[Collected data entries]
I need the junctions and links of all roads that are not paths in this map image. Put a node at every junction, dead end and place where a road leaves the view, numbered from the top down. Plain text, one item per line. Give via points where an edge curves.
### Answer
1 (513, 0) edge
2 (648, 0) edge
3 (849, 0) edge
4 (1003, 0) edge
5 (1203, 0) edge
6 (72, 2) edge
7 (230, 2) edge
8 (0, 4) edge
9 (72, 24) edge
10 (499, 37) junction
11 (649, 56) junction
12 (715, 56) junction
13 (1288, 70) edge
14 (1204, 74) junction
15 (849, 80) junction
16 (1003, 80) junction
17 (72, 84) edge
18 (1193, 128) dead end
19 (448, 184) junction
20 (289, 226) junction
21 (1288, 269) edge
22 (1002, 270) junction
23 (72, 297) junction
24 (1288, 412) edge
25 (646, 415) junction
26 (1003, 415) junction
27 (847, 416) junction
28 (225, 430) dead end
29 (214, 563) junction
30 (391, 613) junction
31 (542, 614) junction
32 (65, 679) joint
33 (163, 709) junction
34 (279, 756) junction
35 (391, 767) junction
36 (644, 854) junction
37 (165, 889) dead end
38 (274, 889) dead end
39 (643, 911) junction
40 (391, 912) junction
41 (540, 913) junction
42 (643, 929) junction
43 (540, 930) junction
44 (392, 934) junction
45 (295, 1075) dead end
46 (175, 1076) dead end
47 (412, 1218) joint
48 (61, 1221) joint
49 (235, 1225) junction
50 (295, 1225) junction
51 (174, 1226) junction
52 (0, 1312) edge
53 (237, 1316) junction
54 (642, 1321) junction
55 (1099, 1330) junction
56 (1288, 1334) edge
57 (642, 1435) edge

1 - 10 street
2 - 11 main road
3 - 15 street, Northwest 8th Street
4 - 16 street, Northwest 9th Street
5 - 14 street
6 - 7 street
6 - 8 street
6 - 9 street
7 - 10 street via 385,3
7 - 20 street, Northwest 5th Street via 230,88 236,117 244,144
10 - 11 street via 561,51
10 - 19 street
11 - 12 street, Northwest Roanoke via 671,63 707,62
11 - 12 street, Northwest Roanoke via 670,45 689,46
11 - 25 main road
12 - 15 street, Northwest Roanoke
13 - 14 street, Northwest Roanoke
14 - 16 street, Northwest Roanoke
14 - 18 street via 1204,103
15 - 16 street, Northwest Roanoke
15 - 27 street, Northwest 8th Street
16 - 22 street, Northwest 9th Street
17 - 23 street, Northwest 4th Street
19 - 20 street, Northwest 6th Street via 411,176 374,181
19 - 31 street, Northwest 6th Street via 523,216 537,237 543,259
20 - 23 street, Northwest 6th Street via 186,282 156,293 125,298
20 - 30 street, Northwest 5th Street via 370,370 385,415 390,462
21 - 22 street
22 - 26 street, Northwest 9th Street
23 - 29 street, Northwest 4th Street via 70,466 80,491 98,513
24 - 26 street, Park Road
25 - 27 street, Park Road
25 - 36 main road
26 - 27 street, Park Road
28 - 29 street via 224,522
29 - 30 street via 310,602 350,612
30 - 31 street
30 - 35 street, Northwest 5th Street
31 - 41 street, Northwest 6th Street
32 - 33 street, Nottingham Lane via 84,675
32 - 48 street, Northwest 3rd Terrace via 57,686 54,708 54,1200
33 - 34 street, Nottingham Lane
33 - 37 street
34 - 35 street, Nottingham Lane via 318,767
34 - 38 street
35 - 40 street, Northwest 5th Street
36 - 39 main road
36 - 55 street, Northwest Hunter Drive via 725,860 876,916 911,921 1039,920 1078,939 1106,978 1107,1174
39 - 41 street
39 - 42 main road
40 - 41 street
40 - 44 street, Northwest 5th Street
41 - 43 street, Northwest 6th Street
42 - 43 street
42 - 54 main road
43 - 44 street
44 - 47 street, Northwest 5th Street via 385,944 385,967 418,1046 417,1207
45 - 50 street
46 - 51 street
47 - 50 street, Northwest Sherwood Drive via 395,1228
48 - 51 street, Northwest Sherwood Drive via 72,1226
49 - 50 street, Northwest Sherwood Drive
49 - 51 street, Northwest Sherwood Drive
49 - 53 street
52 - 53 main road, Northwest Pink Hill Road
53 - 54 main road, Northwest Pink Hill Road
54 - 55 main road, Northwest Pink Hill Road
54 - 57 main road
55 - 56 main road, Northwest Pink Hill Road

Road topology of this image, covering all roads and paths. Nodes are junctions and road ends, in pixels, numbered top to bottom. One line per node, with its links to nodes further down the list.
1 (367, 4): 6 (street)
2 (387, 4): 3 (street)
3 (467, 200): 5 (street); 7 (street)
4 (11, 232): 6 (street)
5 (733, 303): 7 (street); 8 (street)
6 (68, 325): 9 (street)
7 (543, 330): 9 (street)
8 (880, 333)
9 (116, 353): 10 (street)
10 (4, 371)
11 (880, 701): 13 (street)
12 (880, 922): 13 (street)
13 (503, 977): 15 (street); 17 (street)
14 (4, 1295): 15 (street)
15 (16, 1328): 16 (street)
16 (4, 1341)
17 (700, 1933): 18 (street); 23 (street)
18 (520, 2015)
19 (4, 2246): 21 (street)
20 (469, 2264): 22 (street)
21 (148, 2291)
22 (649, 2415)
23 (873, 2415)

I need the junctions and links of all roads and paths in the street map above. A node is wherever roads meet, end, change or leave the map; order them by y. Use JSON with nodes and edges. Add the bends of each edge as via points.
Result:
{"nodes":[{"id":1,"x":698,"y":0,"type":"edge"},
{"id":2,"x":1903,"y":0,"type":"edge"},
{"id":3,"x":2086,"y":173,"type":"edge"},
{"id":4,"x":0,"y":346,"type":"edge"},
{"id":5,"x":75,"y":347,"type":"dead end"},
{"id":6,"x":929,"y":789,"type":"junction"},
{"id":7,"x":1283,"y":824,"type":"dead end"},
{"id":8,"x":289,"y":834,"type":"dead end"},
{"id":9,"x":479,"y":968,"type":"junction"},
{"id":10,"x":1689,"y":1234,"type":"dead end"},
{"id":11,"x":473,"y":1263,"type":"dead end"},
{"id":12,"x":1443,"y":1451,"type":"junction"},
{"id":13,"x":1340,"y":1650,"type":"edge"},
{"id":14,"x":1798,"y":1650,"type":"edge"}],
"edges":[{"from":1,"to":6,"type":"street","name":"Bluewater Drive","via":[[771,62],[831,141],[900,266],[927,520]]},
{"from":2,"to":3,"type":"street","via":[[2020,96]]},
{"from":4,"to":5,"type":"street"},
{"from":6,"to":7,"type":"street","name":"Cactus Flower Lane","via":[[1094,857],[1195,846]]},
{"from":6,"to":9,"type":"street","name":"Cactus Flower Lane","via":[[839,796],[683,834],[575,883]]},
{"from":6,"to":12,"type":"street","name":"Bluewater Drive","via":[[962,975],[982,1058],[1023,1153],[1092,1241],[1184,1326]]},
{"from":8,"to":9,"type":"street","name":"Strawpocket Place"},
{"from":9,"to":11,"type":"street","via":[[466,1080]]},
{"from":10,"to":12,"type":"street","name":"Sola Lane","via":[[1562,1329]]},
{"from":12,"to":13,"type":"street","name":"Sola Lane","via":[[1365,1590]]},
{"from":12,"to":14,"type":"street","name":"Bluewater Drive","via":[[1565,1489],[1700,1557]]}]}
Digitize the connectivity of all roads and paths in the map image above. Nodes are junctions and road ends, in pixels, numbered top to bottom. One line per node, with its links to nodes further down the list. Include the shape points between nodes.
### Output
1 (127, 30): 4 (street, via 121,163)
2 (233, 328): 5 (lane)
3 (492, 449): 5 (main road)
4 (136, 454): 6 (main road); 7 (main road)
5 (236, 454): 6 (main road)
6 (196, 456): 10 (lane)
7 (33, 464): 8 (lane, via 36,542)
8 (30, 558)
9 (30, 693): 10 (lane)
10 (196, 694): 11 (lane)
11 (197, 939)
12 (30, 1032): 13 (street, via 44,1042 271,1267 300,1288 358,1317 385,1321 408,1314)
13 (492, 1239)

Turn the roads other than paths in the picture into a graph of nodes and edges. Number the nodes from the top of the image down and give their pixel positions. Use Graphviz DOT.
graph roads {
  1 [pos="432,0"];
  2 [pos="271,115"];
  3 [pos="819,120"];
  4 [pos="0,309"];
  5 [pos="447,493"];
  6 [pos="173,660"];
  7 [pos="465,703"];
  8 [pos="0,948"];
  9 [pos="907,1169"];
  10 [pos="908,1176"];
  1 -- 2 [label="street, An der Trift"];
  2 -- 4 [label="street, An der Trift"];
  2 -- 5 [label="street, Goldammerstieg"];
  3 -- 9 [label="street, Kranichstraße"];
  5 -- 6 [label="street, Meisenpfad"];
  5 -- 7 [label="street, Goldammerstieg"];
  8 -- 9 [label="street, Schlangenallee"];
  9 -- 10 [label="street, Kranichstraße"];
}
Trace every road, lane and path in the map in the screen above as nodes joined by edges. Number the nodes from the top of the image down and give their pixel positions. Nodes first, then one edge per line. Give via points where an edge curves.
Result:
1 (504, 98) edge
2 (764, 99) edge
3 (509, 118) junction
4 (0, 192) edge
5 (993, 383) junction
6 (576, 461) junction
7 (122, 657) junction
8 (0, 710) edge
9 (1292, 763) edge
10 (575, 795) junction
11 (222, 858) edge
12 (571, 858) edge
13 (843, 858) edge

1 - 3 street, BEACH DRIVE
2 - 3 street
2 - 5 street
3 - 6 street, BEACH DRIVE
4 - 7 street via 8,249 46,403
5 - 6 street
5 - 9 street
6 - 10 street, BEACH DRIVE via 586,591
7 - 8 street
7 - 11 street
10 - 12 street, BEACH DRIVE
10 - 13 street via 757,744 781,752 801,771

• [Problem description]: Please show, exactly as written, every line above that contains the word "curves".

• [Exercise result]:
I need the junctions and links of all roads that are not paths in this map image. Put a node at every junction, dead end and place where a road leaves the view, numbered from the top down. Plain text, one item per line. Give via points where an edge curves.
Trace every road, lane and path in the map in the screen above as nodes joined by edges. Number the nodes from the top of the image down and give their pixel positions. Nodes first, then one edge per line. Give via points where an edge curves.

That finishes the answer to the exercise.